Cultural historian Siân Evans records the progress of the six women at an unprecedented moment, and pointedly identifies their commonalities – a knack for marrying well, overweening ambition – and the often surprising differences in their attitudes to love, marriage, fidelity, motherhood, work and politics.
The most prominent of the women, who did not operate as a group but often vied for the company of the powerful and celebrated, was Nancy Astor (née Langhorne), a genteel figure raised with American wealth who became the first woman MP in the House of Commons. At the other end of the socioeconomic spectrum was Laura Corrigan (Whitrock) who vaulted out of her small Wisconsin town into an advantageous marriage to a wealthy playboy.
The other four women likewise had a talent for either preserving the advantage of their birth or compensating for the lack of it. The illegitimacy of Margaret Greville (Anderson) was all but erased by her union with Ronnie Greville, a close friend of the Prince of Wales. Lady Emerald Cunard (Maud Burke) benefitted from wealthy protectors before marrying, at 23, the 43-year-old baronet Sir Bache Cunard.
Lady Edith Londonderry (Chaplin) and Lady Sibyl Colefax (Halsey) were, like Margaret Greville, British by birth. The former, a blue blood, cemented her future role as a consummate political hostess by marriage to the man referred to by his cousin Winston Churchill as “that half-wit Charley Londonderry”; the latter rebounded from an insecure childhood with the respectability of marriage to Oxford-educated Arthur Colefax, a barrister nine years her senior.
In Evans’s telling, the royals were magnets to which every member of the sextet was drawn. Margaret Greville was shameless in her cultivation of George V and Mary, and earned favourite-aunt status through a substantial monetary gift to the stuttering Bertie (later George VI) and her engineering of his marriage to Elizabeth Bowes-Lyon.
Wallis Simpson remains one of British history’s most mesmerizing and enigmatic figures, and there was open Queen Bee competition for her affections. Emerald Cunard was blackballed for her fateful introduction of the future king to the divorcée, but Sibyl Colefax, the only member of the six to fall on hard financial times, stayed close to the exiled couple.
Mistakes were made, of course. Presentism is an awful quality in an historian, and Evans shows no sign of it as she presents evidence of the women’s collective acquiescence to, even approval of, fascist regimes, their snobbery sometimes hardening into bigotry. Emerald Cunard’s always troubled relationship with her daughter Nancy ended completely over Nancy’s liaison with a “negro”, and anti-Semitism was more casual but no less latent than in 1930s Germany.

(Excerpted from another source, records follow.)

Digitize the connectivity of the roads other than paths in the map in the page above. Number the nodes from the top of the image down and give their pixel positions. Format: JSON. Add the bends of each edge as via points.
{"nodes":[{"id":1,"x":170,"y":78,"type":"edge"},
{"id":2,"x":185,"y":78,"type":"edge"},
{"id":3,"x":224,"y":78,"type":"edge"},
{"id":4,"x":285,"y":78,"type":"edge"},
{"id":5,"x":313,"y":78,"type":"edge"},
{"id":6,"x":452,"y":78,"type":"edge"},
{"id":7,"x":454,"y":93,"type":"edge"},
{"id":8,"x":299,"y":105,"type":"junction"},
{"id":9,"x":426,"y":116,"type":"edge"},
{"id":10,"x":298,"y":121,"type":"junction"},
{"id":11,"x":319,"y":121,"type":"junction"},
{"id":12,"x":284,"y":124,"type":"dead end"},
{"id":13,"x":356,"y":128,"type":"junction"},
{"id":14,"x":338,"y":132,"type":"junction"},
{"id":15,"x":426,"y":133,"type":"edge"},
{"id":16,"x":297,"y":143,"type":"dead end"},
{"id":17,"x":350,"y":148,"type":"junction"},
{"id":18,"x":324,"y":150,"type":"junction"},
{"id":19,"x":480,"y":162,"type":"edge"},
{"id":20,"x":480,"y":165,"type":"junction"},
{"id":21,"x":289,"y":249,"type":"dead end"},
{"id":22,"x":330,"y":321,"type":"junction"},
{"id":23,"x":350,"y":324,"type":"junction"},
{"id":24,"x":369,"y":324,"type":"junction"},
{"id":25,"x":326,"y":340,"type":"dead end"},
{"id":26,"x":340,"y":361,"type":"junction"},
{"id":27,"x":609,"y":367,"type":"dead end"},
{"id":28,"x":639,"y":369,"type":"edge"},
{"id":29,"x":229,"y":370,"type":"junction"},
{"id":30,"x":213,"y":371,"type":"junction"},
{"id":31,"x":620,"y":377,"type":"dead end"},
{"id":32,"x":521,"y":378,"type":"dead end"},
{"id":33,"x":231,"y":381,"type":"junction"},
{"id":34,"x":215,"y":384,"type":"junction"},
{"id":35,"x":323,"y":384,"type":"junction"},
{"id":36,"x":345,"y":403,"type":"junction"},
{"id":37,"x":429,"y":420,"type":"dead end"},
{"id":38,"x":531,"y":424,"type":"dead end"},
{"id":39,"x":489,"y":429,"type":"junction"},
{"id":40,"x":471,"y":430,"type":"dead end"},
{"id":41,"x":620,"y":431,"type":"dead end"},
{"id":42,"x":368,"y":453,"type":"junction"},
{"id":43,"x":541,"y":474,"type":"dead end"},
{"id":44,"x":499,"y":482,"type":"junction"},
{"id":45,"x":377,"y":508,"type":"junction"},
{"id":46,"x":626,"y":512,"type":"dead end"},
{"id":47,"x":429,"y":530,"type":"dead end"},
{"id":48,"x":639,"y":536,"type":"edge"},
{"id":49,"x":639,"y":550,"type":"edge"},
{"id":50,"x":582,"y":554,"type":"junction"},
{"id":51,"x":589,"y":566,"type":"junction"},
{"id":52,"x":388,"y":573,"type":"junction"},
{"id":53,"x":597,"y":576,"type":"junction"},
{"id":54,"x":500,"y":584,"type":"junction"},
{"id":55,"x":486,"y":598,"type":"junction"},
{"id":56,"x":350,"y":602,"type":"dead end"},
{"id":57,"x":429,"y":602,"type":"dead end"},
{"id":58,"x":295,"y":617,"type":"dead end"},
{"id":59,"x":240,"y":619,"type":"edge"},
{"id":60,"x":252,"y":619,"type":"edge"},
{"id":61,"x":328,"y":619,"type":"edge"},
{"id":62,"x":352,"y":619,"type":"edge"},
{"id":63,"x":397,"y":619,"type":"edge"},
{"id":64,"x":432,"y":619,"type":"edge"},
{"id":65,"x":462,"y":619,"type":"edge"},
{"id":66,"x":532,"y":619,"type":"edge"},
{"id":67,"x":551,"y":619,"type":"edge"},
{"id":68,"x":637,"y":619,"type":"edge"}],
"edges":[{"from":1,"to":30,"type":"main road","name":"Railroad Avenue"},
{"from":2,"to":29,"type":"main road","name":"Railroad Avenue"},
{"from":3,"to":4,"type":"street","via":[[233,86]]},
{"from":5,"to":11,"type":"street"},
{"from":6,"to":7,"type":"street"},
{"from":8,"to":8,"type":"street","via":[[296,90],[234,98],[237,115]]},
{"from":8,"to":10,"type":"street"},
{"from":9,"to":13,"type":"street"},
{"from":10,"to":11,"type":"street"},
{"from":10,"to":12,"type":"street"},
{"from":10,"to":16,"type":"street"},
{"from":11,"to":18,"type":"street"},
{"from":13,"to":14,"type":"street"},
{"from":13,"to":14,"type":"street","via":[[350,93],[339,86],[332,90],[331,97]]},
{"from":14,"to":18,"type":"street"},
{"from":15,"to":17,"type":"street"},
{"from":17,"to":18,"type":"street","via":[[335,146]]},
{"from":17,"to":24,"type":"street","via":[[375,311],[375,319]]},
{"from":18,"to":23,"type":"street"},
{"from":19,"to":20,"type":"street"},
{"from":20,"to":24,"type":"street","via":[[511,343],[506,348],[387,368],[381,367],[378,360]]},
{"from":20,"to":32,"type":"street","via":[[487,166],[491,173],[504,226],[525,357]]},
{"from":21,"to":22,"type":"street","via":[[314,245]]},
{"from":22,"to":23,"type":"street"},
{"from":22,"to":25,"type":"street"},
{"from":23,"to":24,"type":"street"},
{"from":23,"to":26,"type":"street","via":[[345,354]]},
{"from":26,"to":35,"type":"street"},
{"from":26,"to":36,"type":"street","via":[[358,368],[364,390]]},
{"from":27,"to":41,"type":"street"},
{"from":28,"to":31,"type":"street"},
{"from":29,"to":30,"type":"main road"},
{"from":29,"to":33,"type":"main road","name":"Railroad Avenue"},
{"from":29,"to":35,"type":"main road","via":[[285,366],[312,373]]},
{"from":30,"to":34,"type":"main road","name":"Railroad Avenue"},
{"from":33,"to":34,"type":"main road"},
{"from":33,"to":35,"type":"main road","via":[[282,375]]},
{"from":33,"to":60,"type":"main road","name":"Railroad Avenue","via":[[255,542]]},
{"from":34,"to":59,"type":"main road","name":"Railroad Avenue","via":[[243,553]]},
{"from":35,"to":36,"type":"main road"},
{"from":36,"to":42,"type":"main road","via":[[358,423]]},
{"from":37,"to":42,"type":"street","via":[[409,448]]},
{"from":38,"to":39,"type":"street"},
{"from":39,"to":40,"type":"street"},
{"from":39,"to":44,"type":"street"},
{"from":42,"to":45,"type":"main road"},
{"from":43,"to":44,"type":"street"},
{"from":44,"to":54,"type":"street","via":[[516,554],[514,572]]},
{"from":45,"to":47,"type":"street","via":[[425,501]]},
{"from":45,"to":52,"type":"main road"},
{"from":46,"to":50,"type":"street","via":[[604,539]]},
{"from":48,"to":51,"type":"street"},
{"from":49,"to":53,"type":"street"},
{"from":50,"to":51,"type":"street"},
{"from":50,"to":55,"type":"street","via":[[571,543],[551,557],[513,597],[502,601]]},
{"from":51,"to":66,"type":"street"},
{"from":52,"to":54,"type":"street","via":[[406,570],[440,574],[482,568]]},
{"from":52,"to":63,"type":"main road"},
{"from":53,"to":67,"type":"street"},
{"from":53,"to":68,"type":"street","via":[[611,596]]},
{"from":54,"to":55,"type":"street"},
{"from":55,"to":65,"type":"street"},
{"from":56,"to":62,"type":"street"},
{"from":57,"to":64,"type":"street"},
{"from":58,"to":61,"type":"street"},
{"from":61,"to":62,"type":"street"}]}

Yet Edith Londonderry was a suffragist and an instigator of the Midwives Act 1936, and Evans makes a convincing case that the influence exerted by the Queen Bees brought about real social and legislative change that benefitted women of all classes. And not only women; amid the upheaval of war, Laura Corrigan showed courage and cheek by selling many of her jewels to Herman Goering and using the money to support the Allies in France.
The central theme binding the six subjects – how the social revolution wrought by the Great War allowed the women to vault customary obstacles to attain social prominence, economic privilege and political influence – is an effective unifier. Fealty to this through-line makes Queen Bees neither an exhaustive piece of historiography nor a comprehensive biography but a well-researched, engrossing and appealingly gossipy portrait of a social class within a class.